- [What is required]
Using the records that follow, work out the number of lines with the word "Vardanyan" in them; reply with that number only.

Stored items
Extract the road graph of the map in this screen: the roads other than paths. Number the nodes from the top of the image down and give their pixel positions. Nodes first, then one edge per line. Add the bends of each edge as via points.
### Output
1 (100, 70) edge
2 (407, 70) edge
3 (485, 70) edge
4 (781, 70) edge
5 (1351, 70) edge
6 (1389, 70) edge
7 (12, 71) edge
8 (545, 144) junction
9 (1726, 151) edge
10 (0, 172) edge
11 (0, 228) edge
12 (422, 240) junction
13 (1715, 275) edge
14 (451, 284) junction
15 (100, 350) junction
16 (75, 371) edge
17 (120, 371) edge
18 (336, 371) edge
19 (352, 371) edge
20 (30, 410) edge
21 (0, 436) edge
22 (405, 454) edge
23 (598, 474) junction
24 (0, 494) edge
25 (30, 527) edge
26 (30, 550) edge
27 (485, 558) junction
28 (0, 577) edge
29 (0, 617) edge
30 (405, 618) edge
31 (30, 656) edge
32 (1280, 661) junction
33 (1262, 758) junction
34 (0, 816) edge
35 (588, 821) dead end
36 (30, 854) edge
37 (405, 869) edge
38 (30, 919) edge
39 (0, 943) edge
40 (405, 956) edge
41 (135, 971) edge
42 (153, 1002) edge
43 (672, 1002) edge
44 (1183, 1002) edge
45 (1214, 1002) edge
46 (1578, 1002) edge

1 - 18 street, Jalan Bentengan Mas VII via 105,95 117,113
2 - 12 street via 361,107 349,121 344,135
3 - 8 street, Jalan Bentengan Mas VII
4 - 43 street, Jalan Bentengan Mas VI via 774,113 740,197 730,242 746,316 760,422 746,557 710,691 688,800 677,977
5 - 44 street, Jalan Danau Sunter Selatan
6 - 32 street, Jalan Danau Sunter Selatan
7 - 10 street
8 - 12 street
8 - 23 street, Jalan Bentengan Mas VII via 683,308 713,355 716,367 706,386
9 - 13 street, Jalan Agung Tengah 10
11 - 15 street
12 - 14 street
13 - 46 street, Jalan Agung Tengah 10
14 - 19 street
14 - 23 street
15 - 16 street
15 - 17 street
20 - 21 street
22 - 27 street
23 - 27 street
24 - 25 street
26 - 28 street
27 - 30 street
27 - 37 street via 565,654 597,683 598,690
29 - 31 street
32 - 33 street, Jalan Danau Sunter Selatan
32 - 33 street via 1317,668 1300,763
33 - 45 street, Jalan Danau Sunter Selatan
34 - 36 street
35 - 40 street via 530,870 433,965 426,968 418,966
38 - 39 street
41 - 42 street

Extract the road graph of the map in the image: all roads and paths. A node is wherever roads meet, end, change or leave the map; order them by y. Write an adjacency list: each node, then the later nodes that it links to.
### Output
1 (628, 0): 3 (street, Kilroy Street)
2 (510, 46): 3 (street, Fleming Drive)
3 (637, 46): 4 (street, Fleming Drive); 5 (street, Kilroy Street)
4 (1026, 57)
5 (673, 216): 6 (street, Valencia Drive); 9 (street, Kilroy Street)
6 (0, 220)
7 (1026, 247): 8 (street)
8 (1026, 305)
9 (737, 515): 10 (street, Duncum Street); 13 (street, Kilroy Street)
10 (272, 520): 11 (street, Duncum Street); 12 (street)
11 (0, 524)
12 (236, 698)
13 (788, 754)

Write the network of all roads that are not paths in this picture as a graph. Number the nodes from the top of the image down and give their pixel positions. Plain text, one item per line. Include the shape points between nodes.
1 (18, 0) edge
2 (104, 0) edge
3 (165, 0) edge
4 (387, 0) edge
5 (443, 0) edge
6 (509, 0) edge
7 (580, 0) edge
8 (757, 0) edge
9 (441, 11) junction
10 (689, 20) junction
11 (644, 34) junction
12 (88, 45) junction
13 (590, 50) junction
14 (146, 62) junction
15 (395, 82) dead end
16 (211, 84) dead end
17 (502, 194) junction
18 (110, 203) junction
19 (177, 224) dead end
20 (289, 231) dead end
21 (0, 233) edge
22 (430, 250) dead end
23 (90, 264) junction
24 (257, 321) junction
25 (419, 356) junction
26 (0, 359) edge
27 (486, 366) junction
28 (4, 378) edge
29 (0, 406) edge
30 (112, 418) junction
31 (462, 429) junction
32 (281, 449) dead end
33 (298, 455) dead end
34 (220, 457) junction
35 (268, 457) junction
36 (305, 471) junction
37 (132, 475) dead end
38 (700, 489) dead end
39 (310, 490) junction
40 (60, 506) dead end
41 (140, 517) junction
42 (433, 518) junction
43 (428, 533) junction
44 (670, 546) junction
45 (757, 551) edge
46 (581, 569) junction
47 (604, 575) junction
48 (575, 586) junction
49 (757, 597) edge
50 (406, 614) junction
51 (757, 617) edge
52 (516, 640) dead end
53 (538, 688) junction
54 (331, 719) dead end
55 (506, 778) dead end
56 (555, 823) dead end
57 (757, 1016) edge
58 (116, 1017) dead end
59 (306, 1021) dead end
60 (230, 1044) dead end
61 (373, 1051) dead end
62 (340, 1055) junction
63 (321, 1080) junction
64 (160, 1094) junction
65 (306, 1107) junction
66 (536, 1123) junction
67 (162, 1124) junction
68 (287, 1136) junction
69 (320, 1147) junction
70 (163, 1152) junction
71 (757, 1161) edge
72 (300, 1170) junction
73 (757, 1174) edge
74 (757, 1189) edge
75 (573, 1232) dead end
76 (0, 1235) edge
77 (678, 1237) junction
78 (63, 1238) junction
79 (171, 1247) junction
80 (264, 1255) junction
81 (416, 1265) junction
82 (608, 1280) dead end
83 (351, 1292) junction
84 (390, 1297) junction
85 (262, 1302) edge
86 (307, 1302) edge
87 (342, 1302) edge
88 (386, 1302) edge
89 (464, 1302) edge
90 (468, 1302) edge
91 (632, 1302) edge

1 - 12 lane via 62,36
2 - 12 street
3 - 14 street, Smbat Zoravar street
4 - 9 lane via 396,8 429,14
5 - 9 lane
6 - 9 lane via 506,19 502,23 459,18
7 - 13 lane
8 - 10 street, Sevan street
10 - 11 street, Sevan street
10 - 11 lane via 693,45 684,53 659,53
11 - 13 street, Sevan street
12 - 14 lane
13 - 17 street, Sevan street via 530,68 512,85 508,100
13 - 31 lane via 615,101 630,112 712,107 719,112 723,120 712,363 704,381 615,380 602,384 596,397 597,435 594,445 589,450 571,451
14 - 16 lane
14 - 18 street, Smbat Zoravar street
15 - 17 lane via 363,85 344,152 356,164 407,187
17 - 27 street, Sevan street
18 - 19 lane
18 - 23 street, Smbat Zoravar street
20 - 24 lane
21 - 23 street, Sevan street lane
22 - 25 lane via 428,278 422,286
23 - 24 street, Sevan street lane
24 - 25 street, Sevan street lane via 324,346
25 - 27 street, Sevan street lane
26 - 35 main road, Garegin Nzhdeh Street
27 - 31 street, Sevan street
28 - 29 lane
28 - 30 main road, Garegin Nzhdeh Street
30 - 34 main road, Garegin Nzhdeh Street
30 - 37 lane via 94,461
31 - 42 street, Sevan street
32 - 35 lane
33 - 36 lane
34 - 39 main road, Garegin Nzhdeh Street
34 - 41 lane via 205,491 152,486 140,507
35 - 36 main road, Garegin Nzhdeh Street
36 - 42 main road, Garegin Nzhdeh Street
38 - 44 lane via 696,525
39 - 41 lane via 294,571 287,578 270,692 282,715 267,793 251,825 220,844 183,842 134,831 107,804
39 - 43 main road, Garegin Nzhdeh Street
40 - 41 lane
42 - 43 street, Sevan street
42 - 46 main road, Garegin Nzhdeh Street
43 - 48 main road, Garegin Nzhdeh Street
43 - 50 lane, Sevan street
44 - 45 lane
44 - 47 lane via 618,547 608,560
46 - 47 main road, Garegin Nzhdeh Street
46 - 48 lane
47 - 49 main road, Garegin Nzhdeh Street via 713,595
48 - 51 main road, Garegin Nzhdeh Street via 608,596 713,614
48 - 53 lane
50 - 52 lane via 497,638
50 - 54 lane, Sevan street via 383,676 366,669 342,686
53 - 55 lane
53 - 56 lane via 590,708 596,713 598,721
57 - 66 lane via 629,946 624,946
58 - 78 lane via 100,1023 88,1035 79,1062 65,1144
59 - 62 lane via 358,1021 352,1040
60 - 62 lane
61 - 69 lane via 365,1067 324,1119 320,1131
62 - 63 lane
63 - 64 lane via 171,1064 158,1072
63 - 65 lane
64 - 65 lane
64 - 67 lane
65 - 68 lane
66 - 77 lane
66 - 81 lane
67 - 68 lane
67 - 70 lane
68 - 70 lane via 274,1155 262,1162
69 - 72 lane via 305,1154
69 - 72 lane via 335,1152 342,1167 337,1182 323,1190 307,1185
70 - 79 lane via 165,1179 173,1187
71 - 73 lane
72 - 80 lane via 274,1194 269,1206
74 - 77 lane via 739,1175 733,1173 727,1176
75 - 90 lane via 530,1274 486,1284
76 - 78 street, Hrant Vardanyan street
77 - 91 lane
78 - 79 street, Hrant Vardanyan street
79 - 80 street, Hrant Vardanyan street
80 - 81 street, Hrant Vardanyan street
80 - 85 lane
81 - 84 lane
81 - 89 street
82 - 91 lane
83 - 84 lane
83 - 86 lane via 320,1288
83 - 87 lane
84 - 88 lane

- [Output of the task]
4